How did your first viewers respond to the structure of the film? Before Venice, we talked about you not being particularly interested in classical narratives.
I was prepared to get this kind of feedback: “Yeah, it's really interesting, but sooo complicated.” But no – the audience has understood it. With the team, we talked about how we should portray this film, whether we should say right away that it might be a bit complex and try to guide the audience a little. It turns out they didn't really need it. It gives me hope to believe that audiences these days are ready for something other than your typical, Aristotelian narrative.

As shown in your shorts or your debut feature, Thick Lashes of Lauri Mäntyvaara, you have a specific sense of humour as a filmmaker. How did you want to apply it here?
It comes from my life philosophy: “Deal with sensitive, hurtful topics through humour.” I was brought up this way – I see it as a way to deal with pain. When we were writing together with Lasse, that was the key: humour was where we could meet as screenwriters. It's a tool for communication.

This pain you mention is visible in the film when it comes to personal, but also professional, struggles. Thinking about what you want in your professional life versus what you think is actually possible.
I really do recognise this jealousy, not just in the Finnish film industry, but in Europe in general as well. Which is also why I wanted to deal with it through humour – I do experience it sometimes when I see a colleague succeeding. During film studies, the point was not to show it. But the way I see it, these feelings should be confronted and discussed. With my filmmaker friends, we can talk about being jealous of someone's film being shown at this festival or about them getting that grant. Sometimes it's easier with the ones who are not from Finland – at least we are not competing for the same things! But we didn't want to make something that would only appeal to other filmmakers, so we also tried to think about the universal aspect of this desire to belong, for example.

Or to be appreciated, which is where social media comes in, right?
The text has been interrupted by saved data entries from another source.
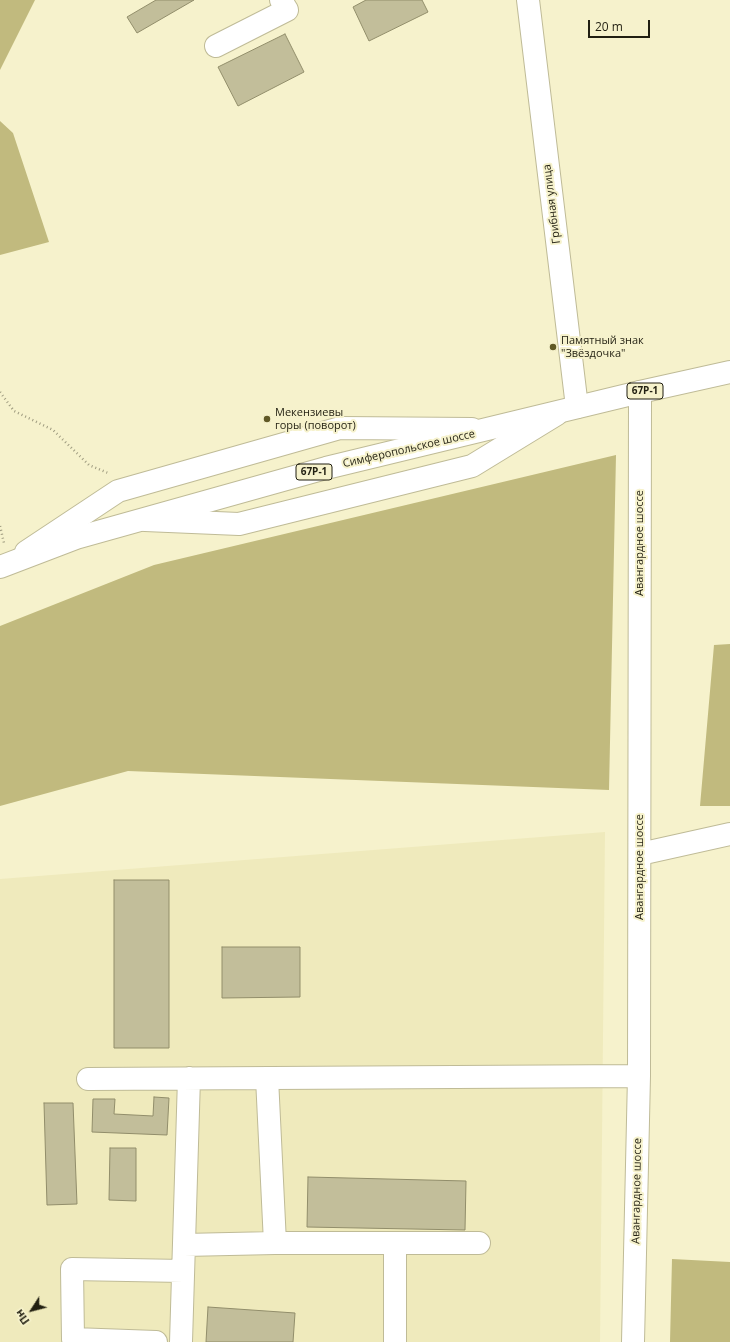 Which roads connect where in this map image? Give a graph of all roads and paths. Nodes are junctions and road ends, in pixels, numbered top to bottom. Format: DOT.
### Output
graph roads {
  1 [pos="281,0"];
  2 [pos="528,0"];
  3 [pos="216,46"];
  4 [pos="730,372"];
  5 [pos="0,392"];
  6 [pos="640,392"];
  7 [pos="569,409"];
  8 [pos="492,429"];
  9 [pos="137,485"];
  10 [pos="138,520"];
  11 [pos="6,564"];
  12 [pos="730,834"];
  13 [pos="640,854"];
  14 [pos="639,1076"];
  15 [pos="189,1078"];
  16 [pos="267,1078"];
  17 [pos="88,1079"];
  18 [pos="274,1243"];
  19 [pos="395,1243"];
  20 [pos="479,1243"];
  21 [pos="184,1245"];
  22 [pos="183,1271"];
  23 [pos="156,1342"];
  24 [pos="181,1342"];
  25 [pos="396,1342"];
  26 [pos="633,1342"];
  1 -- 3 [label="street"];
  2 -- 7 [label="street, Грибная улица"];
  4 -- 6 [label="street, Симферопольское шоссе / 67Р-1"];
  5 -- 9 [label="path"];
  6 -- 7 [label="street, Симферопольское шоссе / 67Р-1"];
  6 -- 13 [label="street, Авангардное шоссе"];
  7 -- 8 [label="street, Симферопольское шоссе / 67Р-1"];
  7 -- 10 [label="street"];
  8 -- 9 [label="street"];
  8 -- 10 [label="street, Симферопольское шоссе / 67Р-1"];
  9 -- 11 [label="street"];
  10 -- 11 [label="street, Симферопольское шоссе / 67Р-1"];
  12 -- 13 [label="street"];
  13 -- 14 [label="street, Авангардное шоссе"];
  14 -- 16 [label="street"];
  14 -- 26 [label="street, Авангардное шоссе"];
  15 -- 16 [label="street"];
  15 -- 17 [label="street"];
  15 -- 21 [label="street"];
  16 -- 18 [label="street"];
  18 -- 19 [label="street"];
  18 -- 21 [label="street"];
  19 -- 20 [label="street"];
  19 -- 25 [label="street"];
  21 -- 22 [label="street"];
  22 -- 23 [label="street"];
  22 -- 24 [label="street"];
}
Everyone tries to up their status, even if it takes a fake relationship to do it.
Many viewers have come to me after the screening to rant about their anxiety about social media. That's a good thing that this film is doing – it's trying to burst this bubble. It's an odd situation because there have been articles written about me in the Finnish media, and to promote the film, I have generally been posting more. So now, I noticed an upgrade in my status! There are all these nice, professional photos of me, showing me in this “wow, she is a filmmaker” light. I just made a film that deals with this topic, about how social media help you create an illusion about yourself, and weirdly enough, it's happening to me at the moment.
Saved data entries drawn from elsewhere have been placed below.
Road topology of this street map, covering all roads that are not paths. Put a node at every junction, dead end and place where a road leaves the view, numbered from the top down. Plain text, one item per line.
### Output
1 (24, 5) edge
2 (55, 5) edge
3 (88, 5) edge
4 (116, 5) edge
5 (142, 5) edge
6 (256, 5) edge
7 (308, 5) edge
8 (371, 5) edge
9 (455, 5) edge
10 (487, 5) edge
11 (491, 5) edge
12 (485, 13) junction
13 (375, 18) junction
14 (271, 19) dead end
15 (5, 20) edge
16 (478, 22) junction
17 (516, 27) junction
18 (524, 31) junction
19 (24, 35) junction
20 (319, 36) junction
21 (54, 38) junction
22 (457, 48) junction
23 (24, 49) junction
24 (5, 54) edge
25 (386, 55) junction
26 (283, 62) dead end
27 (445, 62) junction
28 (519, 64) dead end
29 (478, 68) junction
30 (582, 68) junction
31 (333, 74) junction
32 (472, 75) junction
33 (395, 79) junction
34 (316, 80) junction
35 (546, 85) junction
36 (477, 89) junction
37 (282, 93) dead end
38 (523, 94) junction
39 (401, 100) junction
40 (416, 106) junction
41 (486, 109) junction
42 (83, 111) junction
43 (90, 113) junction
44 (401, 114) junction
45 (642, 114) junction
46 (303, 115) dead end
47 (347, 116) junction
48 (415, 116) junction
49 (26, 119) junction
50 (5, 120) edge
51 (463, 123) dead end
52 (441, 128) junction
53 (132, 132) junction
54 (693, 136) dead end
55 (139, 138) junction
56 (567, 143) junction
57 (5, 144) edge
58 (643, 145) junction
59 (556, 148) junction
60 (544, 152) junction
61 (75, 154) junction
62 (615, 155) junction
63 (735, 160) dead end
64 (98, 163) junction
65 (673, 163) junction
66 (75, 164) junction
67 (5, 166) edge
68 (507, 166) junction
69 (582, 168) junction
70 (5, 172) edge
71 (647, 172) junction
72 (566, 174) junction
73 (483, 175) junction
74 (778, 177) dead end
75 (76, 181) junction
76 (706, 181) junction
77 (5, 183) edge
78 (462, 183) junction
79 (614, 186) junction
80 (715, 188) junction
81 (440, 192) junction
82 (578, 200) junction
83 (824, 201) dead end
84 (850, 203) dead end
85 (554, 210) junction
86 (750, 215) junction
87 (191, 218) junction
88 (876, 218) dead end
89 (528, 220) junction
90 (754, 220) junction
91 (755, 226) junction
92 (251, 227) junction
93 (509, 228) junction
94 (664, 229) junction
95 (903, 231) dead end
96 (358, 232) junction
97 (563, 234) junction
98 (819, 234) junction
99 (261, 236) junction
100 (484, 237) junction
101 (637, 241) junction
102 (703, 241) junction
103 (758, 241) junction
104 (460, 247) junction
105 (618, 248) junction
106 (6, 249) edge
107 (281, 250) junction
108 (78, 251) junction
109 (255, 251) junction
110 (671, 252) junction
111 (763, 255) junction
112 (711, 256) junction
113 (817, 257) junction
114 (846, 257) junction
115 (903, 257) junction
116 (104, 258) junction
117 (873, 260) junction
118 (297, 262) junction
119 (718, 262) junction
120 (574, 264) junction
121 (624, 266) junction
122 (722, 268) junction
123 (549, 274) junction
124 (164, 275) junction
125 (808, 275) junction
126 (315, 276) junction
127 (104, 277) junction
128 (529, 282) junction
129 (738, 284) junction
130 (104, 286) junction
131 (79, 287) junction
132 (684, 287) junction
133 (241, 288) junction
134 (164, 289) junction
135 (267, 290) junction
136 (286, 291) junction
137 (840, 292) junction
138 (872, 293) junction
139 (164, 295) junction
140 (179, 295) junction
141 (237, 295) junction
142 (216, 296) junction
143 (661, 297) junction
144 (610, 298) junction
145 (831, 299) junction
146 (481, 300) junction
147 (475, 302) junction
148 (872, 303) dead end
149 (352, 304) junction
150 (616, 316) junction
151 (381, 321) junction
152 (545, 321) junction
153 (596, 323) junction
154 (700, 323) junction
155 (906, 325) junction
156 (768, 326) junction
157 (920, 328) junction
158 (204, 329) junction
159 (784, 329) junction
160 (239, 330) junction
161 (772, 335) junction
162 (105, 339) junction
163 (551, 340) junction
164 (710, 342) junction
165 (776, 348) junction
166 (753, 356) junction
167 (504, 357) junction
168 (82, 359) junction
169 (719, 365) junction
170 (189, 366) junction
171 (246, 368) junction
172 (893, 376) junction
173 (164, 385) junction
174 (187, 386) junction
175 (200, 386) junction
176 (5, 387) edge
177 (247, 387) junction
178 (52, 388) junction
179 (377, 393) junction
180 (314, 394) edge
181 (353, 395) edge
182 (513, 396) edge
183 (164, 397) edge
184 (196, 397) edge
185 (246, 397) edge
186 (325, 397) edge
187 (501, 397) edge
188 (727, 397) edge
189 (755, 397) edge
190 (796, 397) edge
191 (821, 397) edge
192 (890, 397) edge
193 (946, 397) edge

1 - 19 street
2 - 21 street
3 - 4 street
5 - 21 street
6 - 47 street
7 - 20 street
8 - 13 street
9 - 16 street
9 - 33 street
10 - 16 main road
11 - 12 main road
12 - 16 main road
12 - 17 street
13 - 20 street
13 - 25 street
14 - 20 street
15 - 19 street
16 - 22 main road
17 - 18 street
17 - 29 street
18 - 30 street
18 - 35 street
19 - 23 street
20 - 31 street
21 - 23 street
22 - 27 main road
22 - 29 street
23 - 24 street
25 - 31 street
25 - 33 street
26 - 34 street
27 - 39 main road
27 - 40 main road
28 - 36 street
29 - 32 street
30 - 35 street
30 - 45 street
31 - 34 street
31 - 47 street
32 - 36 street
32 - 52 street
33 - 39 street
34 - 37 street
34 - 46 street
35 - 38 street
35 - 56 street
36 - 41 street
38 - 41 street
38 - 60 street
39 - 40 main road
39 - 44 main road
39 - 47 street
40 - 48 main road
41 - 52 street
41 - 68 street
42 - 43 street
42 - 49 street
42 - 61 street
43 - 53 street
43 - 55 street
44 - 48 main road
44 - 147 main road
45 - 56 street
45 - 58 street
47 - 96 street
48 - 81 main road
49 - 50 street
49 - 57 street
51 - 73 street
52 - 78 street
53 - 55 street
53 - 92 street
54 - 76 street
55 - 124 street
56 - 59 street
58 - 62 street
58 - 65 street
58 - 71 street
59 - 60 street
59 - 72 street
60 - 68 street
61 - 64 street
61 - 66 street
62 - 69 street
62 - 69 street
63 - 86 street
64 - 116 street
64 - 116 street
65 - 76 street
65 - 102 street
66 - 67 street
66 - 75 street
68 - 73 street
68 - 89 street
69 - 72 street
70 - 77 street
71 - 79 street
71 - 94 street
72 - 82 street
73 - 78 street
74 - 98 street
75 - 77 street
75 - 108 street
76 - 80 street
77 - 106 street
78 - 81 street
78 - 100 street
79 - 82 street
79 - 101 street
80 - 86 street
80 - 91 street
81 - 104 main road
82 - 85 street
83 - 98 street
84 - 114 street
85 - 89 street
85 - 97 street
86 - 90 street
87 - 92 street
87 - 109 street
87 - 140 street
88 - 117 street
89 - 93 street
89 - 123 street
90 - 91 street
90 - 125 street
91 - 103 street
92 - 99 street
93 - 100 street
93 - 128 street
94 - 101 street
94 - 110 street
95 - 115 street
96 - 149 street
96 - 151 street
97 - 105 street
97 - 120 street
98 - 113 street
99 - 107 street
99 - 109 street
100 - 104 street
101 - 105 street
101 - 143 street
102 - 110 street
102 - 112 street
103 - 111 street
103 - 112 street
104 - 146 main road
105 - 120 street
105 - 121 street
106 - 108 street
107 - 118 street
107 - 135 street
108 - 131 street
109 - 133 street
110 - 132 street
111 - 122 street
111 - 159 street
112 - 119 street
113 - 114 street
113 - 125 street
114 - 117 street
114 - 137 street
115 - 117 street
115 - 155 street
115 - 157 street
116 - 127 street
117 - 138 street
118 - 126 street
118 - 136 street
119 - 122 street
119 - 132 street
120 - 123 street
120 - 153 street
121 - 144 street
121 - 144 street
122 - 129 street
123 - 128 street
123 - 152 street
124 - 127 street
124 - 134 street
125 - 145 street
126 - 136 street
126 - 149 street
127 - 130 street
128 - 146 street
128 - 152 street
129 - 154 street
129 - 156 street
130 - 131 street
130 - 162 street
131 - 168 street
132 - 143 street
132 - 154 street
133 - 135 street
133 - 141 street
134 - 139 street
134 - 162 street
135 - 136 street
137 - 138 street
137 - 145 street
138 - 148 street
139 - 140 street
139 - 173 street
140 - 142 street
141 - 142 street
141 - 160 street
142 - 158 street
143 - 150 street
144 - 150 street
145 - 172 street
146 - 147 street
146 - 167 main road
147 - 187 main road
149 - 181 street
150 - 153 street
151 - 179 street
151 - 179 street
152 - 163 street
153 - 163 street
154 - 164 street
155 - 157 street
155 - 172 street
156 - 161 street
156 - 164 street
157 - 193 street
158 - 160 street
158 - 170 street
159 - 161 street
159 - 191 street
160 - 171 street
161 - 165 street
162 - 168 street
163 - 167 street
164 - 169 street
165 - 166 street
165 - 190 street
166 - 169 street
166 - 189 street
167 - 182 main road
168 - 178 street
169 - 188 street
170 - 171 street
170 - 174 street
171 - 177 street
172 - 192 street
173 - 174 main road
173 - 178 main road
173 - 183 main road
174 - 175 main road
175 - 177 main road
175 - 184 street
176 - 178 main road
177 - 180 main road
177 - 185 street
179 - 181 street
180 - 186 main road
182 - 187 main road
I couldn't help but notice that it's not exactly “sexy” these days to have a female character who admits that having a partner would be beneficial.
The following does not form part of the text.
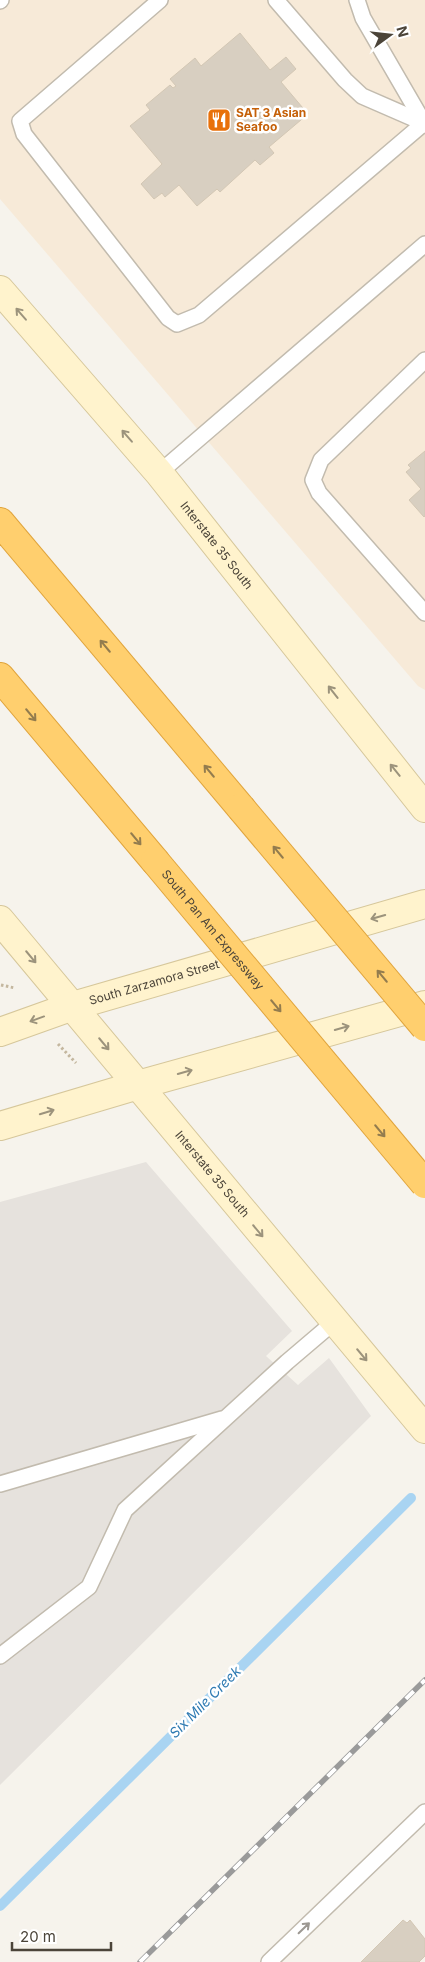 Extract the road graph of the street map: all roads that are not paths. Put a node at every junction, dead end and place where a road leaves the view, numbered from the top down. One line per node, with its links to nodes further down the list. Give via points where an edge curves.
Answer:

That's what we wanted to portray: this almost 1950s mentality. That's Hanna and Lasse's struggle, learning how to cope with 2020 and all these new values. They are like time travellers, living in these activist circles. I do have fantasies about being a 1950s wife, but of course, you can't say that out loud! I am an activist and an empowered woman, but it's still in there somewhere. I was visiting my hometown over Christmas, and I remembered living that divide: having all these activist friends, vegetarians in the 1990s, and going to school with the better-off kids. I guess I am just used to navigating different worlds.